L'exposition est relayée par trois vidéos sur le site Internet de l'institution. Les tournages sur les lieux des différentes fresques et les images d'archives sont très parlants. L'exposition, elle-même, est une démonstration de force en 210 oeuvres. Au Mexique ceux qu'on appelle « Les Trois Grands », le célèbre Diego Rivera (1886-1957), le sombre David Alfaro Siqueiros (1896-1974) et José Clemente Orozco (1883-1949), fasciné par l'emprise de la machine, reçoivent dans les années 1920 des commandes monumentales conçues pour parler au peuple.
Savoir faire XXL
Leurs styles, distincts, présentent cependant des points communs : grands formats inspirés de la Renaissance, formes simplifiées et images composées dans un esprit cubiste, effets décoratifs appuyés par des choix de couleurs radicaux… Dès les années1930, ils exportent leur savoir-faire XXL aux Etats-Unis. En 1930, Orozco peint pour l'université de Pomona en Californie une grande composition sur le mythe de Prométhée. Jackson Pollock, grand pionnier de l'abstraction américaine, affirmera qu'il s'agit de « la meilleure peinture du monde contemporain ».
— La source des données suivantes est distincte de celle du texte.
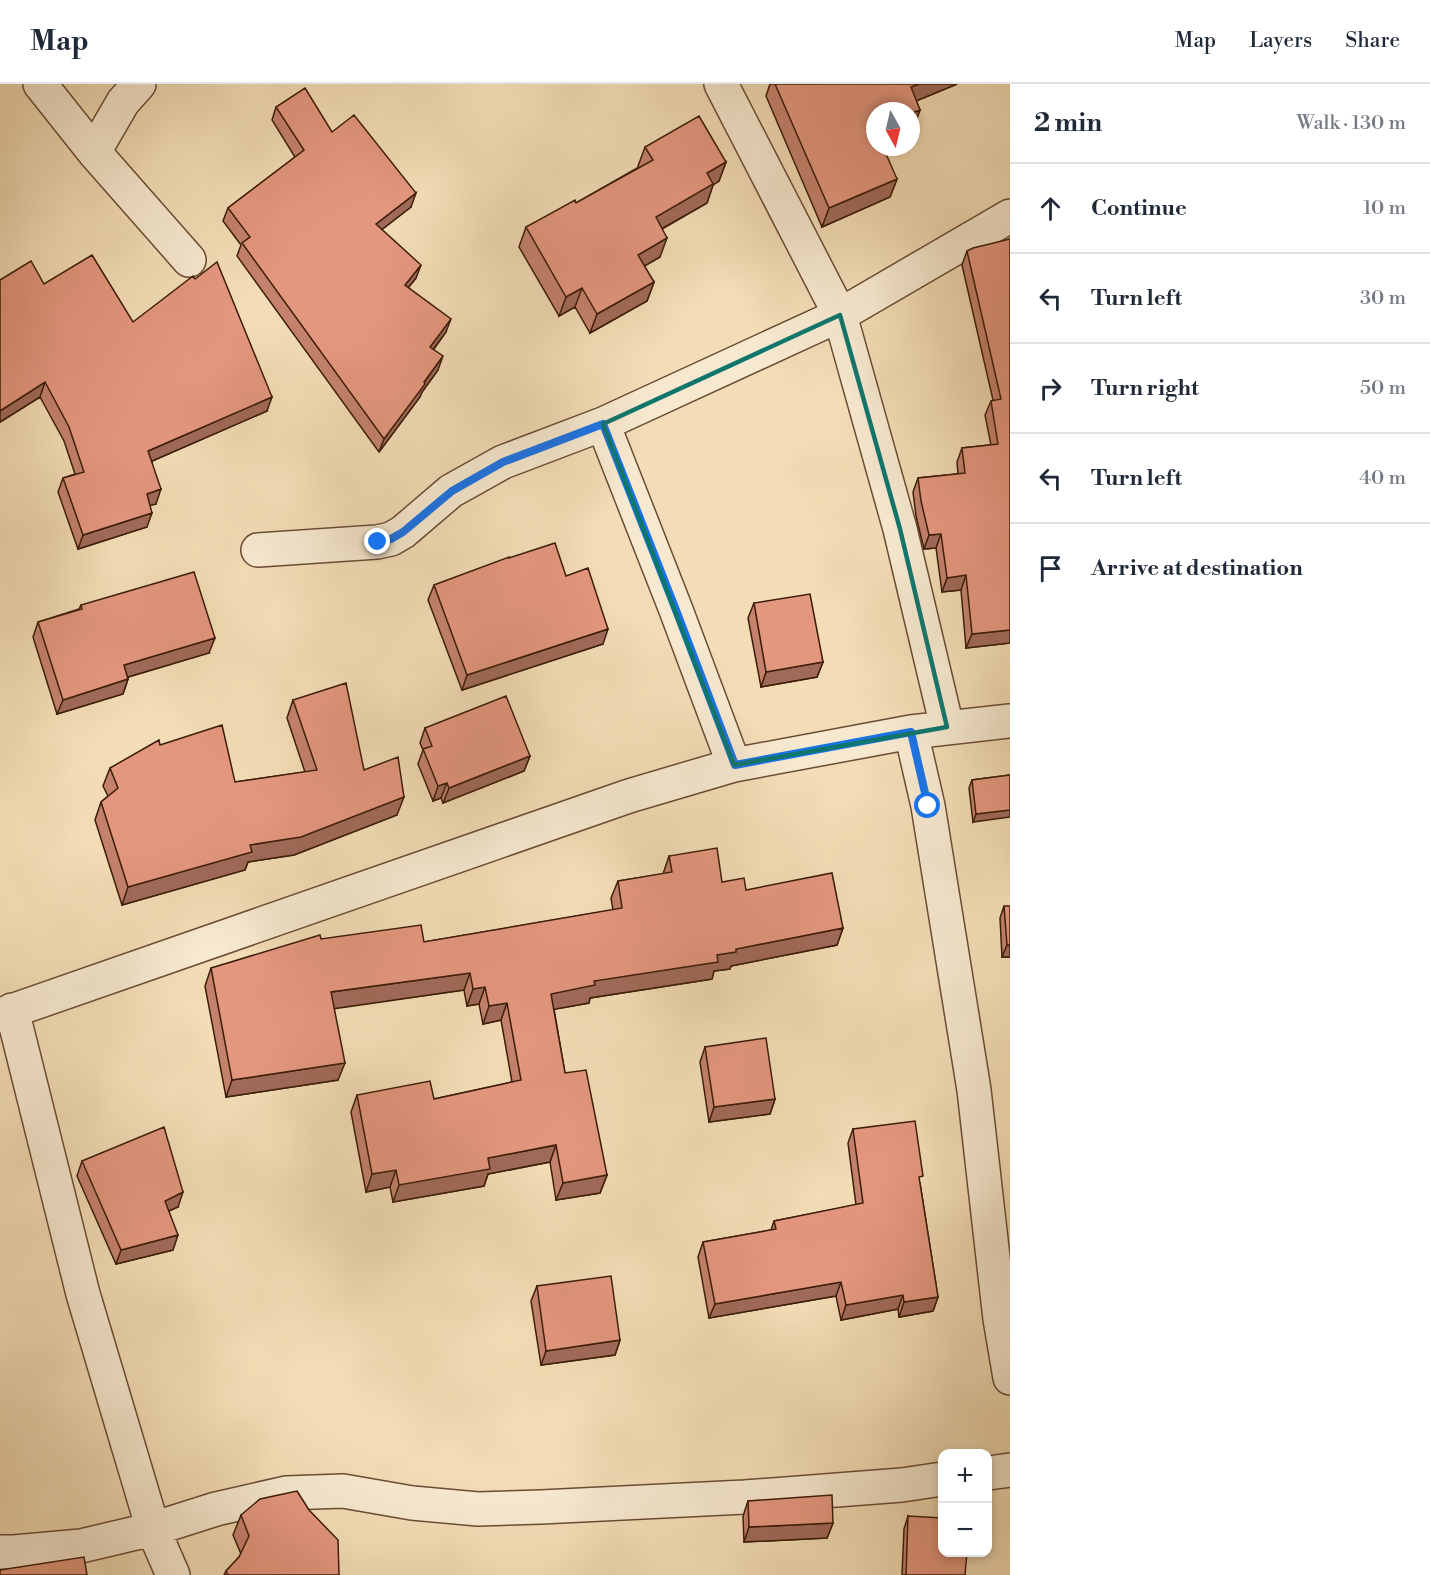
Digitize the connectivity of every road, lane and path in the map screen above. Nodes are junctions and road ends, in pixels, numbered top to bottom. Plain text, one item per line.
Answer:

Parmi les peintres nord-américains influencés par les muralistes mexicains on trouve aussi Philip Guston (1913-1980), qui a jonglé tour à tour avec l'abstraction et la figuration, ou Jacob Lawrence (1917-2000), une des figures du mouvement afro-américain. La commissaire de l'exposition, Barbara Haskell, conclut : « Avec cette exposition nous réécrivons l'histoire de l'art. » Il aura fallu plus de 70 ans pour rétablir la vérité historique.